Ober-Roden - Über nichts - sieht man einmal von der Politik ab - lässt sich’s am Stammtisch trefflicher diskutieren als über Fußball. Schließlich gibt es in Deutschland vorsichtig geschätzte 80 Millionen Bundestrainer, die alle vor fußballerischer Kompetenz nur so strotzen. Von Michael Löw 

Doch in der Gaststätte der Turnerschaft trinken „Die Ahnungslosen“ ihr Bier. So haben ausgerechnet Ex-Fußballer ihren Stammtisch getauft. Der „Ahnungslosen“-Stammtisch der einstigen TS-Kicker ist eigentlich eine Stammtisch-Reihe. „Wir treffen uns täglich außer mittwochs - jedenfalls die von uns, die daheim weg dürfen“, witzeln die Männer, die um das Bierfass sitzen. Die Regie ist vorgegeben. Von Sonntag bis Dienstag ergeht sich die Runde grundsätzlich in der Nachbetrachtung: Wie hat die erste Mannschaft, die in der Verbandsliga noch leise Aufstiegshoffnungen hegt, gespielt? Hat uns der Schiri wieder einmal verpfiffen? Die Liste ließe sich fortsetzen. „Und ab Donnerstag schießen wir uns auf das neue Spiel ein“, gibt Thomas Köhl die Marschrichtung für die zweite Wochenhälfte vor.
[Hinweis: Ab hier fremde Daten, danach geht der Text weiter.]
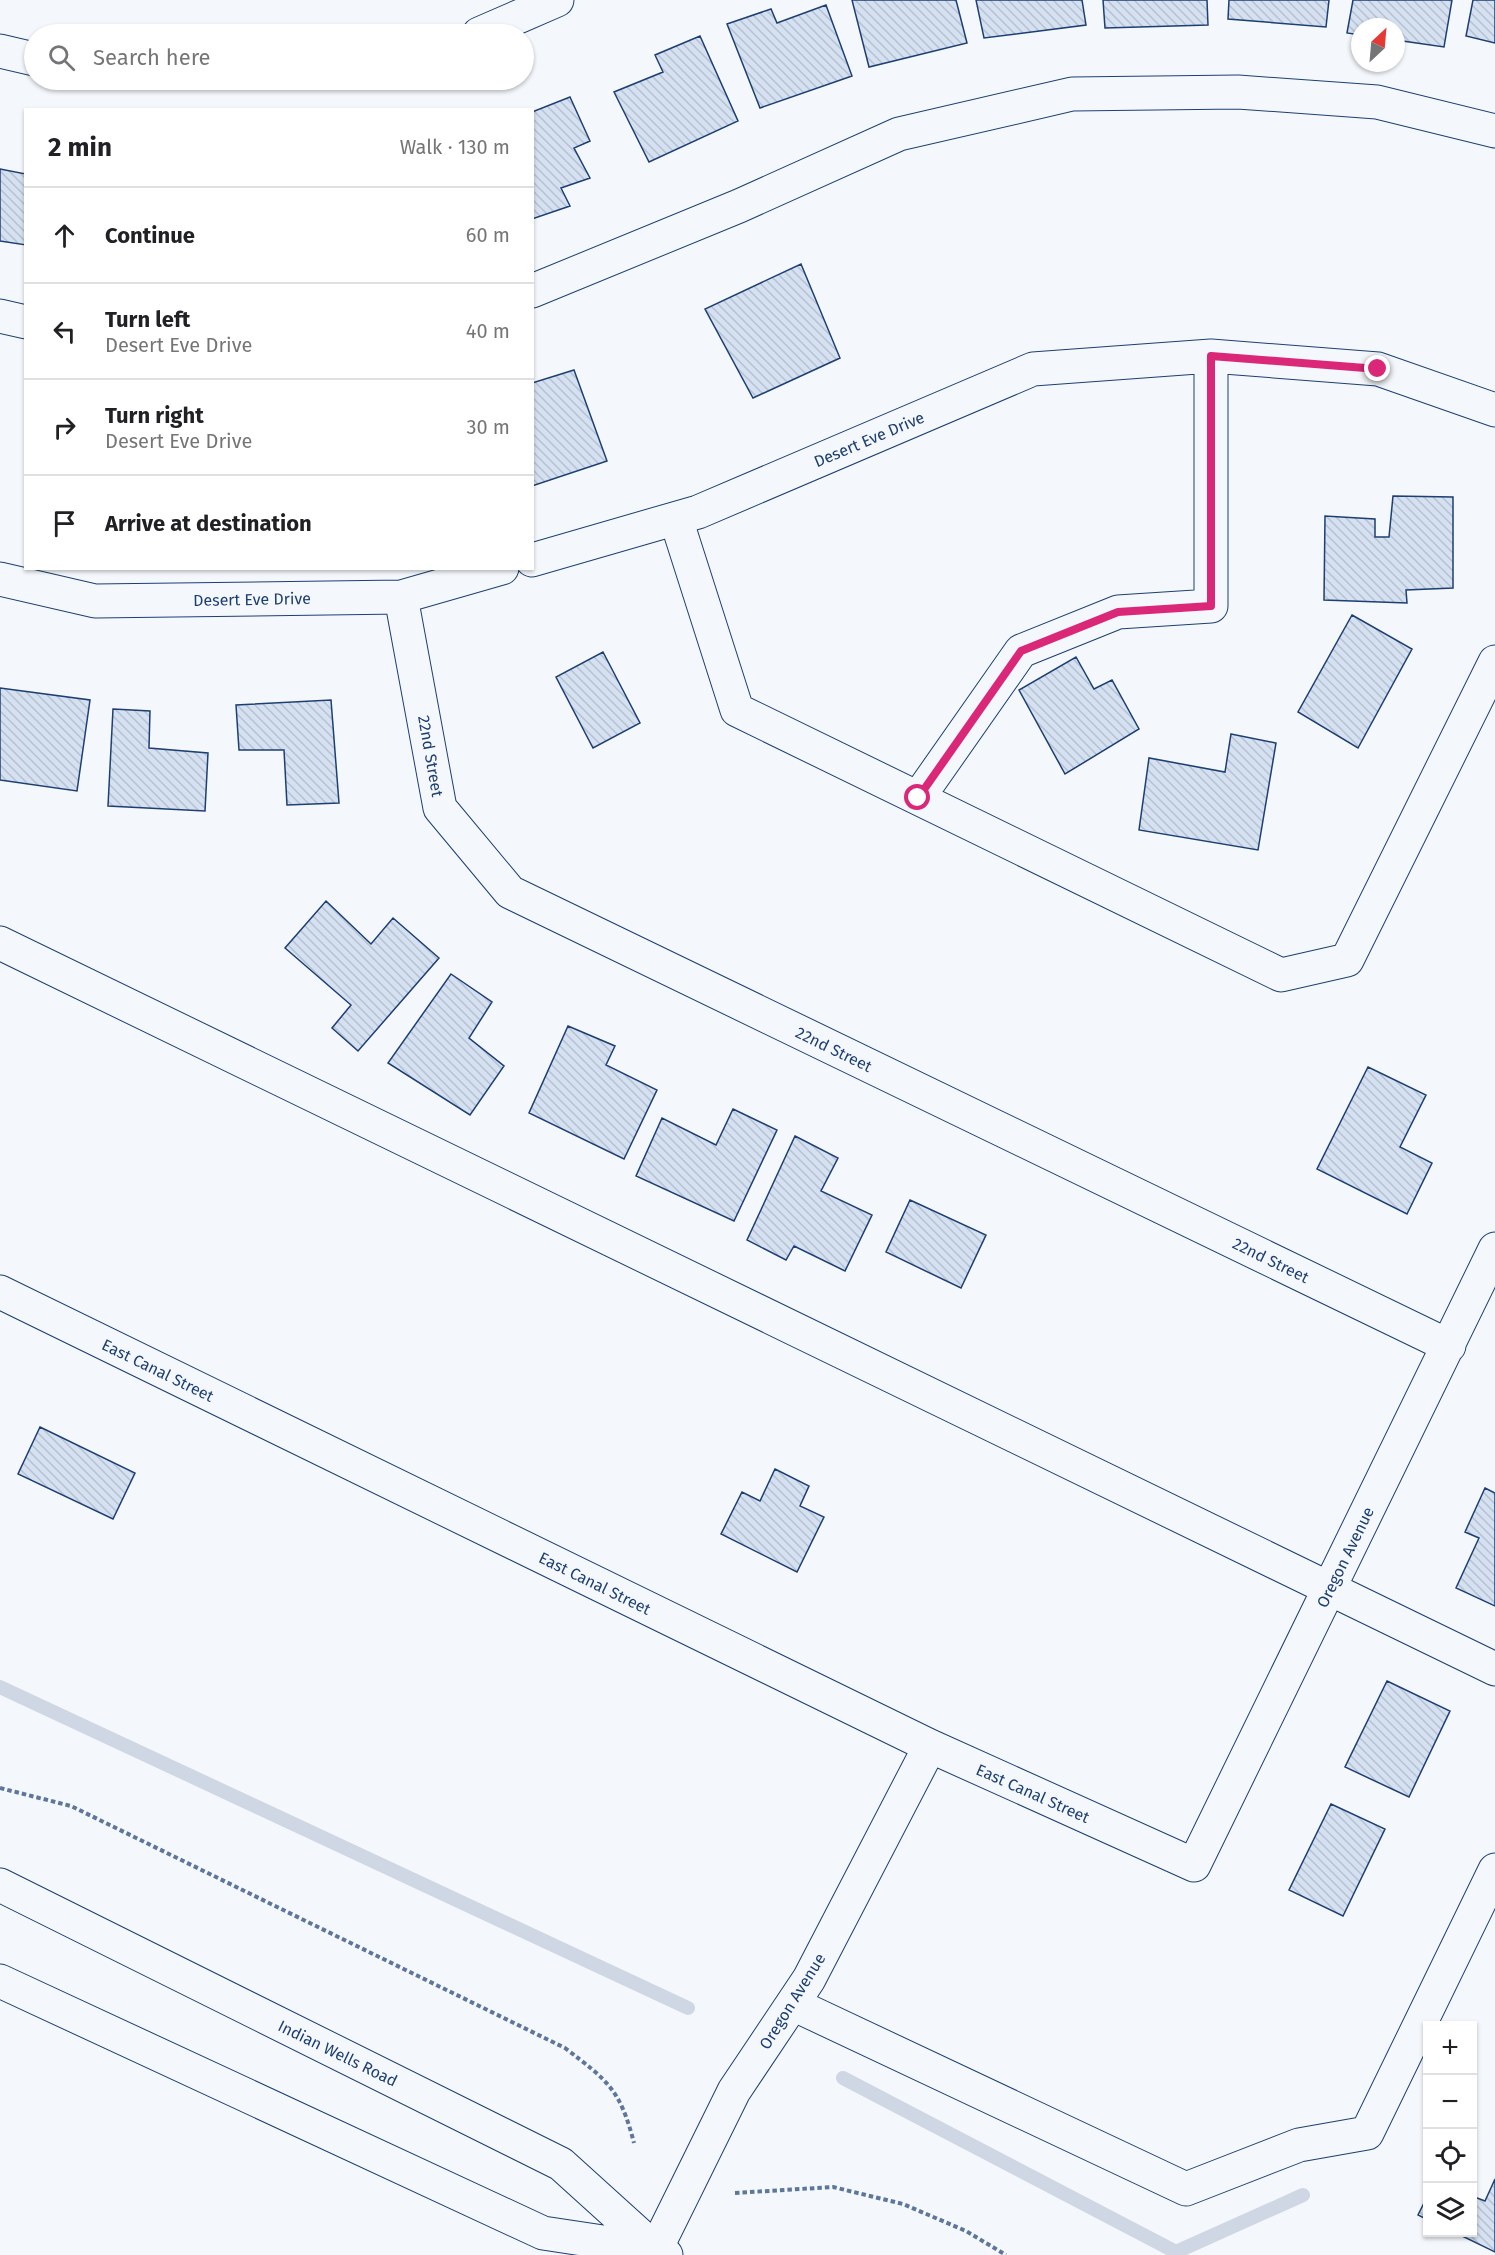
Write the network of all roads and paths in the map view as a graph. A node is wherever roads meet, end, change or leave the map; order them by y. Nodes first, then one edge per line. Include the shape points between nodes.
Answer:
1 (557, 0) edge
2 (502, 24) edge
3 (0, 51) edge
4 (24, 56) edge
5 (1495, 132) edge
6 (534, 290) edge
7 (0, 316) edge
8 (24, 322) edge
9 (1211, 356) junction
10 (1495, 410) edge
11 (676, 519) junction
12 (534, 559) edge
13 (495, 570) edge
14 (0, 579) edge
15 (401, 597) junction
16 (1495, 662) edge
17 (918, 798) junction
18 (0, 943) edge
19 (1495, 1249) edge
20 (0, 1292) edge
21 (1449, 1346) junction
22 (1330, 1588) junction
23 (1495, 1670) edge
24 (930, 1746) junction
25 (0, 1788) edge
26 (1194, 1865) joint
27 (1495, 1870) edge
28 (0, 1885) edge
29 (0, 1981) edge
30 (794, 2004) junction
31 (634, 2143) dead end
32 (735, 2193) dead end
33 (658, 2253) edge
34 (1006, 2255) edge

1 - 2 street
3 - 4 street
5 - 6 street via 1377,102 1238,92 1072,94 899,134
7 - 8 street
9 - 10 street, Desert Eve Drive via 1378,369
9 - 11 street, Desert Eve Drive via 1033,369
9 - 17 street via 1211,606 1118,612 1021,651
11 - 12 street, Desert Eve Drive
11 - 17 street via 736,710
13 - 15 street, Desert Eve Drive
14 - 15 street, Desert Eve Drive via 95,601
15 - 21 street, 22nd Street via 440,808 510,892
16 - 17 street via 1347,960 1281,975
18 - 22 street
19 - 21 street, Oregon Avenue
20 - 24 street, East Canal Street
21 - 22 street, Oregon Avenue
22 - 23 street
22 - 26 street, Oregon Avenue
24 - 26 street, East Canal Street
24 - 30 street, Oregon Avenue
25 - 31 path via 71,1806 565,2048 605,2079 626,2110
27 - 30 street via 1367,2133 1299,2145 1186,2190
28 - 33 street, Indian Wells Road via 561,2164
29 - 33 street via 543,2233
30 - 33 street, Oregon Avenue via 734,2091
32 - 34 path via 833,2187 903,2204 966,2230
„Die Ahnungslosen“ kennen sich natürlich auch in höheren Klassen aus. Nur die Hälfte ihrer Gespräche dreht sich um die Verbandsliga, die Bundesliga bekommt die anderen 50 Prozent des fußballerischen Sachverstandes ab. Schließlich sind alle Stammtischbrüder Ex-Fußballer. „Mehr oder weniger erfolgreich“, sagt TS-Pressewart Norbert Eyßen. Gerd Rasch zum Beispiel war 22 Jahre lang Trainer der ersten Mannschaft.

So viel Beständigkeit ist im Fußball die Ausnahme. Deshalb haben „Die Ahnungslosen“ ihm auch den Titel Rekordtrainer verliehen. Am Stammtisch sitzen noch weitere Rekordhalter. Norbert Eyßen ist der dienstälteste Pressewart in der Rödermärker Vereinswelt. Horst Forstner darf sich mit der Auszeichnung des Rekordvereinswirtes schmücken. Länger als er zapfte niemand das Bier hinterm TS-Tresen.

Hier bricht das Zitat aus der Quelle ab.